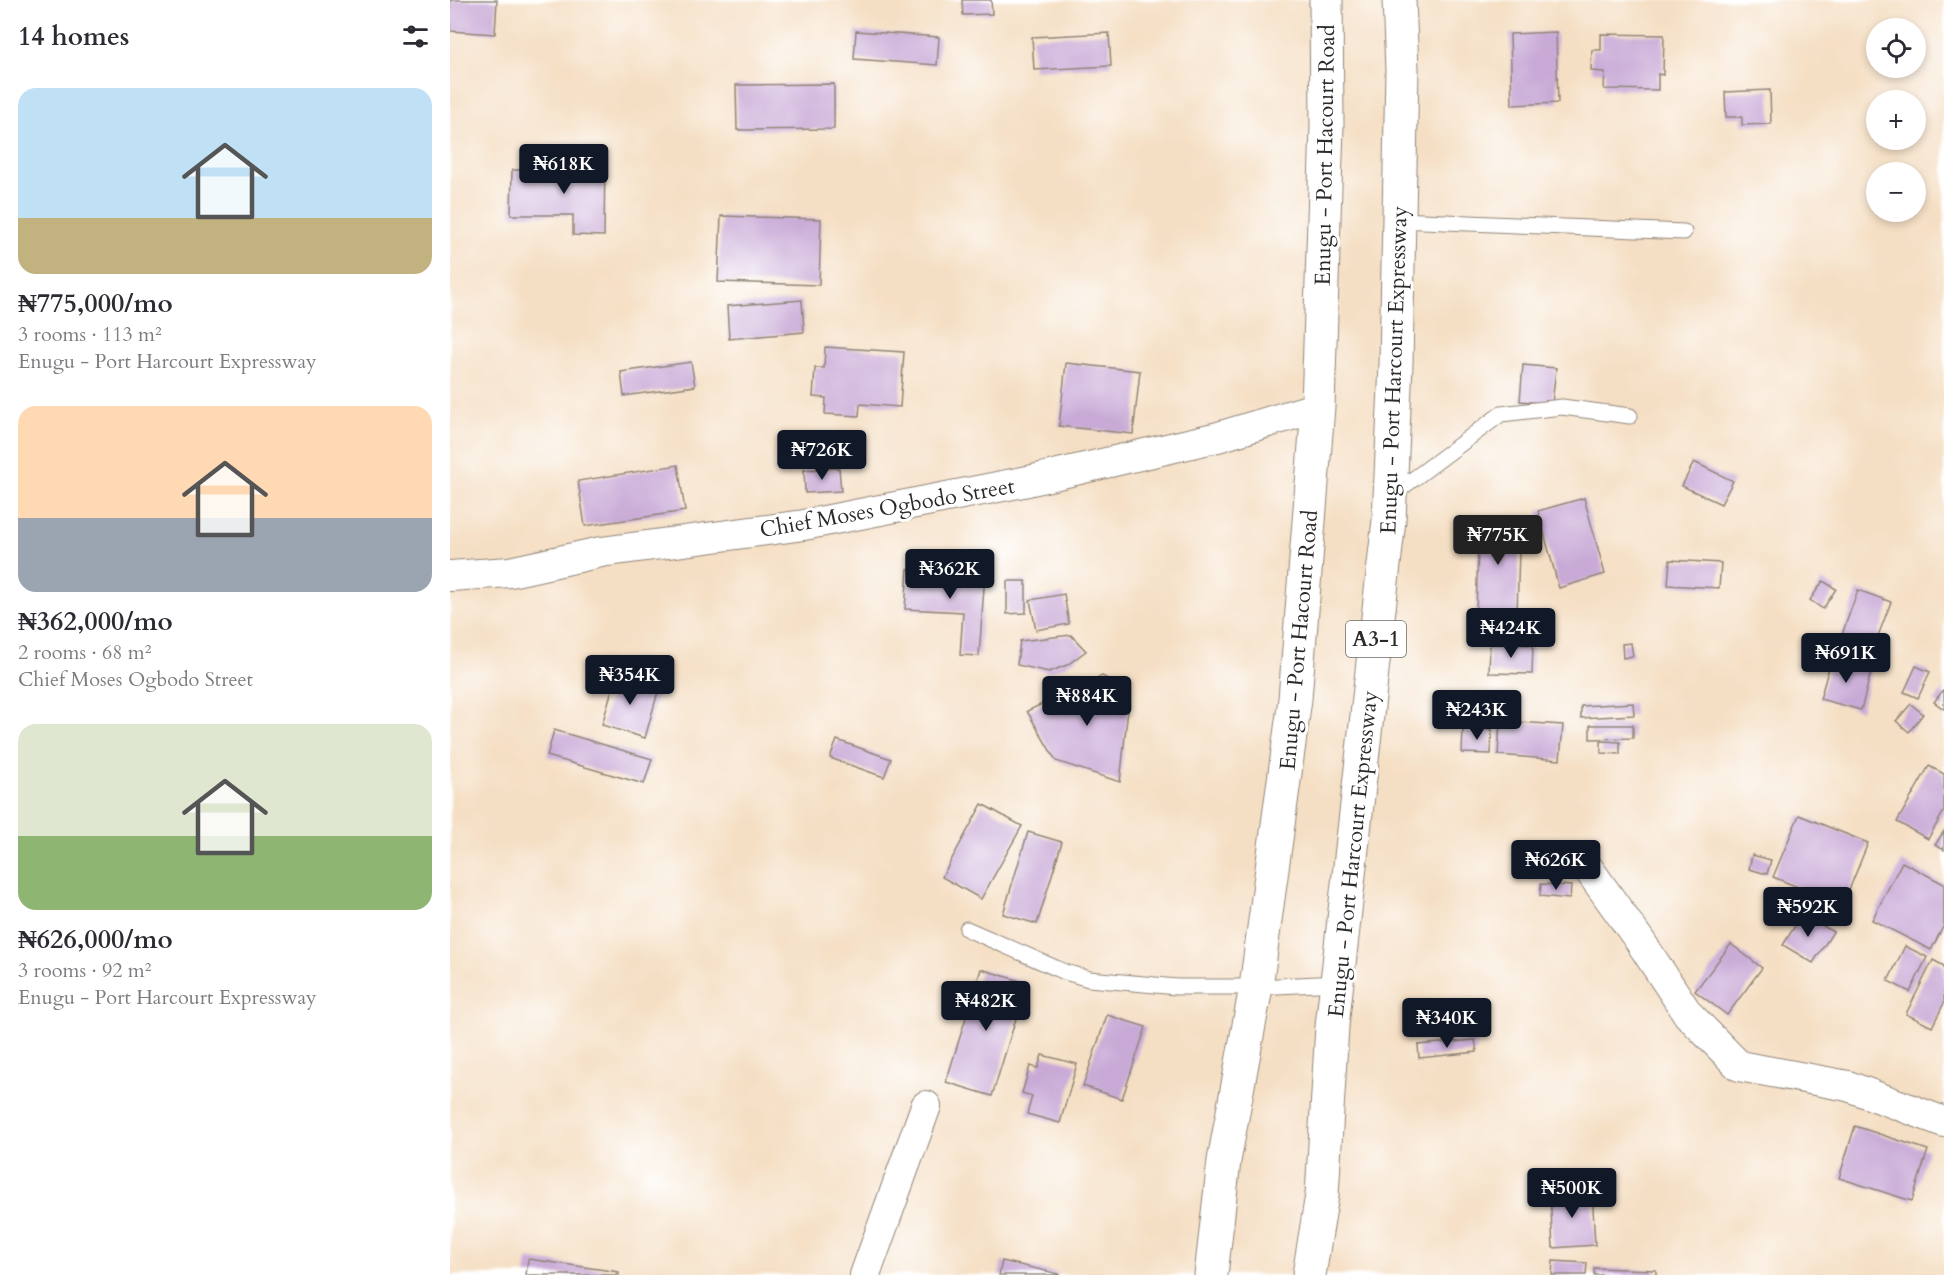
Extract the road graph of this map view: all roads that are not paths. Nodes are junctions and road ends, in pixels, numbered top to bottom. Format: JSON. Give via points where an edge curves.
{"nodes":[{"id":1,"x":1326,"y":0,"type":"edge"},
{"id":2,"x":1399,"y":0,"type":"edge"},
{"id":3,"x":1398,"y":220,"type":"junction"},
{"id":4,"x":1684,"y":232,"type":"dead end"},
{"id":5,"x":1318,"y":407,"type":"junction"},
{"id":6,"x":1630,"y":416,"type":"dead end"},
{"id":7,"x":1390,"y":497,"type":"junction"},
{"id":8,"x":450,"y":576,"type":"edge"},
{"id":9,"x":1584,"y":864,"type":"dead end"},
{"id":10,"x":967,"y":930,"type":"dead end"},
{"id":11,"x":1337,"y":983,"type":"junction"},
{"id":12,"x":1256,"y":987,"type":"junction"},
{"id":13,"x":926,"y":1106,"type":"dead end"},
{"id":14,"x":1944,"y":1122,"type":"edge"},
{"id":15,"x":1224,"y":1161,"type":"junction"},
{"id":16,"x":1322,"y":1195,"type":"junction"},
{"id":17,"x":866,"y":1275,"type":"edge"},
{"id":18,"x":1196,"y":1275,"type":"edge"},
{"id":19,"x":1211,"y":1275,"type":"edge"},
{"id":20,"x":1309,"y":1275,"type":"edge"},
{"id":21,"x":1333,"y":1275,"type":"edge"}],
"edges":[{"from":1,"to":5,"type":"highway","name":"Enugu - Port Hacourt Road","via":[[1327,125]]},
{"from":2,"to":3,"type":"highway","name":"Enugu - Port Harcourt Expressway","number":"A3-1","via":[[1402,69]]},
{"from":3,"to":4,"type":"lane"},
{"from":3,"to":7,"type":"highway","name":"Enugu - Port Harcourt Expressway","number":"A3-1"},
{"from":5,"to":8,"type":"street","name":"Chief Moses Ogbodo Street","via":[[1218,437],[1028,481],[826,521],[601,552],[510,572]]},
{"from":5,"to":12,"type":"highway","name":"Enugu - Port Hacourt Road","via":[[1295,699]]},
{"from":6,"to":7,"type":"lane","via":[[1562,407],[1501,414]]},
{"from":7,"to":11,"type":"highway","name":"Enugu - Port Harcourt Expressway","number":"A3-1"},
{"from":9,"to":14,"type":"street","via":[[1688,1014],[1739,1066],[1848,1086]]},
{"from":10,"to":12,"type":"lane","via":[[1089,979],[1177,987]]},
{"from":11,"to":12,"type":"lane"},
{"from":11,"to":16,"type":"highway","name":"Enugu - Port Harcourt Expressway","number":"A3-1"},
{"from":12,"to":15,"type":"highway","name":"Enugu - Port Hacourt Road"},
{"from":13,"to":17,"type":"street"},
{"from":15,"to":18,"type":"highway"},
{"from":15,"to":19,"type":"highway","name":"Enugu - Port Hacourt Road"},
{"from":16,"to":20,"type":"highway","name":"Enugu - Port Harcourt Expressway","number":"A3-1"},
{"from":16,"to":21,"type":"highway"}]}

• _WORK ITEM_
Excluding the images, return each record above precisely as written.

• _TASK SOLUTION_
Extract the road graph of this map view: all roads that are not paths. Nodes are junctions and road ends, in pixels, numbered top to bottom. Format: JSON. Give via points where an edge curves.
{"nodes":[{"id":1,"x":1326,"y":0,"type":"edge"},
{"id":2,"x":1399,"y":0,"type":"edge"},
{"id":3,"x":1398,"y":220,"type":"junction"},
{"id":4,"x":1684,"y":232,"type":"dead end"},
{"id":5,"x":1318,"y":407,"type":"junction"},
{"id":6,"x":1630,"y":416,"type":"dead end"},
{"id":7,"x":1390,"y":497,"type":"junction"},
{"id":8,"x":450,"y":576,"type":"edge"},
{"id":9,"x":1584,"y":864,"type":"dead end"},
{"id":10,"x":967,"y":930,"type":"dead end"},
{"id":11,"x":1337,"y":983,"type":"junction"},
{"id":12,"x":1256,"y":987,"type":"junction"},
{"id":13,"x":926,"y":1106,"type":"dead end"},
{"id":14,"x":1944,"y":1122,"type":"edge"},
{"id":15,"x":1224,"y":1161,"type":"junction"},
{"id":16,"x":1322,"y":1195,"type":"junction"},
{"id":17,"x":866,"y":1275,"type":"edge"},
{"id":18,"x":1196,"y":1275,"type":"edge"},
{"id":19,"x":1211,"y":1275,"type":"edge"},
{"id":20,"x":1309,"y":1275,"type":"edge"},
{"id":21,"x":1333,"y":1275,"type":"edge"}],
"edges":[{"from":1,"to":5,"type":"highway","name":"Enugu - Port Hacourt Road","via":[[1327,125]]},
{"from":2,"to":3,"type":"highway","name":"Enugu - Port Harcourt Expressway","number":"A3-1","via":[[1402,69]]},
{"from":3,"to":4,"type":"lane"},
{"from":3,"to":7,"type":"highway","name":"Enugu - Port Harcourt Expressway","number":"A3-1"},
{"from":5,"to":8,"type":"street","name":"Chief Moses Ogbodo Street","via":[[1218,437],[1028,481],[826,521],[601,552],[510,572]]},
{"from":5,"to":12,"type":"highway","name":"Enugu - Port Hacourt Road","via":[[1295,699]]},
{"from":6,"to":7,"type":"lane","via":[[1562,407],[1501,414]]},
{"from":7,"to":11,"type":"highway","name":"Enugu - Port Harcourt Expressway","number":"A3-1"},
{"from":9,"to":14,"type":"street","via":[[1688,1014],[1739,1066],[1848,1086]]},
{"from":10,"to":12,"type":"lane","via":[[1089,979],[1177,987]]},
{"from":11,"to":12,"type":"lane"},
{"from":11,"to":16,"type":"highway","name":"Enugu - Port Harcourt Expressway","number":"A3-1"},
{"from":12,"to":15,"type":"highway","name":"Enugu - Port Hacourt Road"},
{"from":13,"to":17,"type":"street"},
{"from":15,"to":18,"type":"highway"},
{"from":15,"to":19,"type":"highway","name":"Enugu - Port Hacourt Road"},
{"from":16,"to":20,"type":"highway","name":"Enugu - Port Harcourt Expressway","number":"A3-1"},
{"from":16,"to":21,"type":"highway"}]}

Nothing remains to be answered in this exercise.